____ Stored data

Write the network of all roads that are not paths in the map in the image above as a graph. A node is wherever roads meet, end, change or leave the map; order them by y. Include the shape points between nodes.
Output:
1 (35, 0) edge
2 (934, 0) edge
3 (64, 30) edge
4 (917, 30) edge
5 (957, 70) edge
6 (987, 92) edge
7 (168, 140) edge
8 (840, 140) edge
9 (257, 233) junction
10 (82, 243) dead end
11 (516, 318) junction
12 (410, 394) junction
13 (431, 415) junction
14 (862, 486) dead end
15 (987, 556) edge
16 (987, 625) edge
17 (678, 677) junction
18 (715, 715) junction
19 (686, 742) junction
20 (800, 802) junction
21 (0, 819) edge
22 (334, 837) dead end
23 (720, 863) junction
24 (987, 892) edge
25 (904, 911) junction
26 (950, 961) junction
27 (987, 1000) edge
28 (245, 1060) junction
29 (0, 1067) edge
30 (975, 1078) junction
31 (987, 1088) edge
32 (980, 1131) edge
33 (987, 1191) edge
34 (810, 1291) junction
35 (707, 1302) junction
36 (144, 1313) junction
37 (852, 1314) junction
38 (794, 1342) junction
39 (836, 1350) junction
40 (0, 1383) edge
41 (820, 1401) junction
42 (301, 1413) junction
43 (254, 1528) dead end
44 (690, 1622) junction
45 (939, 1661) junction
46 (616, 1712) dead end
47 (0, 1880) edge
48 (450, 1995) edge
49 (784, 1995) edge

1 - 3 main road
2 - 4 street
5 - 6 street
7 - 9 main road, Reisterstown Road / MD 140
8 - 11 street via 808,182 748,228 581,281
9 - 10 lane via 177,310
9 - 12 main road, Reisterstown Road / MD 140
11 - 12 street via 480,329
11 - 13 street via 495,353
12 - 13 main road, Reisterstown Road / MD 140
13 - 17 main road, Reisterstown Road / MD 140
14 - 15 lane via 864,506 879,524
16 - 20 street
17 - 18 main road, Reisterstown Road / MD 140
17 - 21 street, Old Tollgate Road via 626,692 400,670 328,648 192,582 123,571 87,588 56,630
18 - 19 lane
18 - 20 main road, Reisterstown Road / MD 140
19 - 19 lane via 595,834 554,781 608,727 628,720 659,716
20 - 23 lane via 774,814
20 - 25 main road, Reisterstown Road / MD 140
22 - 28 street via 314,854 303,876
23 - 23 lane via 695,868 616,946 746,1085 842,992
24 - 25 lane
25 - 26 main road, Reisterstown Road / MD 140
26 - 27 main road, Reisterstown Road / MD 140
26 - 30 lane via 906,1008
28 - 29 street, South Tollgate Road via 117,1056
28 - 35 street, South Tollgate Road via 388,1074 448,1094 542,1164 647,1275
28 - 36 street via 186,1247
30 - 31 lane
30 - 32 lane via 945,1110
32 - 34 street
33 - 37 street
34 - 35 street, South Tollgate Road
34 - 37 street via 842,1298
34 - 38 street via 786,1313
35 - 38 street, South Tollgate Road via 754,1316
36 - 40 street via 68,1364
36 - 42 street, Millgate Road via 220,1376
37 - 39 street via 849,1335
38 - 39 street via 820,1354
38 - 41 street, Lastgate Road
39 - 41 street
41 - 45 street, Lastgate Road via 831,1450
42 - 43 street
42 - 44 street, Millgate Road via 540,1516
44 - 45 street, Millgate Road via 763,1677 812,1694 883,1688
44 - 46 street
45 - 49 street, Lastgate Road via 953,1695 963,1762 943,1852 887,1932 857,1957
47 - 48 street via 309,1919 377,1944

________

Work to complete: The required answer is each line of the data in which the word "Reisterstown" appears.

Task response:
7 - 9 main road, Reisterstown Road / MD 140
9 - 12 main road, Reisterstown Road / MD 140
12 - 13 main road, Reisterstown Road / MD 140
13 - 17 main road, Reisterstown Road / MD 140
17 - 18 main road, Reisterstown Road / MD 140
18 - 20 main road, Reisterstown Road / MD 140
20 - 25 main road, Reisterstown Road / MD 140
25 - 26 main road, Reisterstown Road / MD 140
26 - 27 main road, Reisterstown Road / MD 140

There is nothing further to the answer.